Link: https://bitly.com/NCOSoloists21 (£15 for unlimited streaming, available until 2nd May).

Friday, 2 April 2021

Review of the Hallé filmed concert at the Bridgewater Hall, released 1st April 2021

Delyana Lazarova conducts the Hallé in Manchester (credit The Hallé)


Delyana Lazarova was the winner of the first Siemens Hallé International Conductors Competition in February last year, and became the orchestra’s Assistant Conductor last September.

Breathtakingly talented, she also exudes personality, even on film, and though she might have hoped for more live concert-hall exposure as the result of her competition win and new two-year appointment, she certainly makes up for that in Episode 7 of the Hallé’s ongoing series of filmed performances for this lockdown season.

It is in fact her official Hallé concert debut, made in the same cinematic style in and around the Bridgewater Hall as the most ambitious of Sir Mark Elder’s concert films here, with Maestro Arts and Stephen Portnoi’s sound team giving us the same quality product to watch at home. (The subdued lighting of the last film in the hall has been turned up enough to let us see the players properly without losing that sense of atmosphere that dimness engenders).

Delyana Lazarova has the technique of musical direction at her fingertips: a clear beat and communicative gestures, with an expressive face (and a smiley one), and even her eyebrows convey meaning. More than that, she injects energy and tension into music that needs it, and calm and relaxation into the other sort.

Sir Mark talks about her qualities in the conversation-piece clip that begins the film, referring to her control and poise (there’s a brief excerpt from her competition-winning performance with the orchestra at Hallé St Peter’s just over a year ago) – and also the sense of passion that comes over in her music-making. I’ll go with that: the first piece in this programme is her own choice, the Overture by Polish 20-century composer Grażyna Bacewicz, opening with scurrying strings (led by Paul Barritt) in celebratory style and introducing an eloquent and still passage for wind players before its return to liveliness. It was wartime secret-drawer music when it was written (1943, under occupation), but what a spirit of hope and courage it catches – one that Delyana responds to with zeal.

She talks as enthusiastically and urgently as she conducts, bridging the gap between the Bacewicz overture and the Suite from Aaron Copland’s Appalachian Spring music.

(It’s the 13-instrument version, the soundworld of the original ballet, incidentally the same one that Manchester Camerata members filmed and recorded in the Stoller Hall in January for Radio 3 and released as a one-day-only stream on 24th February).

The Hallé principals and soloists (and notably Gemma Beeson on piano) play with tenderness and affection for Delyana Lazarova, producing a delightful and sweetly evocative sound – the Bridgewater Hall acoustic helps what is effectively a chamber music score to take a mellow tinge, like a stage performance seen through a gauze. The conductor has just told us she’s going to ‘let you see those characters and hear the story’ of the ballet, and she does just that, with the ending of the bride-and-groom interlude lovingly caressed.

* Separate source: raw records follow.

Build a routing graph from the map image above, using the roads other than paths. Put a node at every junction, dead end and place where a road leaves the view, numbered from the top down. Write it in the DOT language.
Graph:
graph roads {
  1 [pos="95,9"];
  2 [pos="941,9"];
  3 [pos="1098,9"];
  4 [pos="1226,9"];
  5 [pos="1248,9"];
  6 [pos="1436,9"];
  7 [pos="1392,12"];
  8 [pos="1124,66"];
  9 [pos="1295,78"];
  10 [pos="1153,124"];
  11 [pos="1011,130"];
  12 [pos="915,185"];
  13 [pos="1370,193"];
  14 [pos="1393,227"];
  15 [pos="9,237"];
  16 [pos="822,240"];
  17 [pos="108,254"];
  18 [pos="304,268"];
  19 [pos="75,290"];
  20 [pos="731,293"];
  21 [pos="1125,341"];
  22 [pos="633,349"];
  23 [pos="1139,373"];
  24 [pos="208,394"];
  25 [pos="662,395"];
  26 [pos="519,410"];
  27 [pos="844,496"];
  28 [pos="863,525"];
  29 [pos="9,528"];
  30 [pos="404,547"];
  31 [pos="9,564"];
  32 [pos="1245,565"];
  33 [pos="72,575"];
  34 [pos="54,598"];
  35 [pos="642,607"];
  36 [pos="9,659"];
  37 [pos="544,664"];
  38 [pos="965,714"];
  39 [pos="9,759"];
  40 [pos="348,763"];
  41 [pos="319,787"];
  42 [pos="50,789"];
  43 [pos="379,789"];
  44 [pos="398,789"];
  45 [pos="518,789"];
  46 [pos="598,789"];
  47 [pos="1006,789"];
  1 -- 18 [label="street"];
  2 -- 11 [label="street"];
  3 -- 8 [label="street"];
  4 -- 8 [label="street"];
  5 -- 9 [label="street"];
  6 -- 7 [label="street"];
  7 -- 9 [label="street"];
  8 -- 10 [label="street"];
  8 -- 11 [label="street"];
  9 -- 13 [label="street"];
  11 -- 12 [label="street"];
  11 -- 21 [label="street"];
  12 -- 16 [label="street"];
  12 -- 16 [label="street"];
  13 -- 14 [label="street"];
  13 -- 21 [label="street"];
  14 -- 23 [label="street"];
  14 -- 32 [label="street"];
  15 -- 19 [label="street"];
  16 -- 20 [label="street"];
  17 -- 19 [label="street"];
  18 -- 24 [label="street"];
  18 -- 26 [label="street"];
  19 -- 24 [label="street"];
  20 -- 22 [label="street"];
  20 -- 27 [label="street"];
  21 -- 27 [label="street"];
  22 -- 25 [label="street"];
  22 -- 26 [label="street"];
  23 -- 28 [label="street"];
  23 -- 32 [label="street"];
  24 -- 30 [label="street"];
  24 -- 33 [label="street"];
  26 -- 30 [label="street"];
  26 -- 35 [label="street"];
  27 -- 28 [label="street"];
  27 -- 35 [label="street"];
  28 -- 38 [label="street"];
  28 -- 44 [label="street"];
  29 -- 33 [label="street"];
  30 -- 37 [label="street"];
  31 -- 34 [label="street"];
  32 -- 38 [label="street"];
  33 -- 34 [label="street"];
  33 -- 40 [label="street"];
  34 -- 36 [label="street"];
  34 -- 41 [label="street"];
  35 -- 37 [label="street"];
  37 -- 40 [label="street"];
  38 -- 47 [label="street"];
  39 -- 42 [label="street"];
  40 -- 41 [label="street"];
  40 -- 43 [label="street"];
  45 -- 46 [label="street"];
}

Our concert-film continues with oboe Virginia Shaw, trumpet Tom Osborne, percussion Erika Őhman and Delyana herself briefly introducing Shostakovich’s Symphony no. 1 – a piece for these challenging times, as Virginia puts it. It’s also one of those major works the Hallé has the credit for premiering in the UK (under Harty back in 1932).

If its overnight success in the Russia of 1926 has one simple explanation, it could be that it was pretty advanced music that was not just clever but also moving. Delyana Lazarova presents it with a twinkle in the eye but with a darker presence also, the central movements giving opportunities for solo virtuosity in the orchestra to shine, and by the end her interpretation provides a degree of gravity in the orchestra’s playing that may not have been noticeable before but is deeply impressive.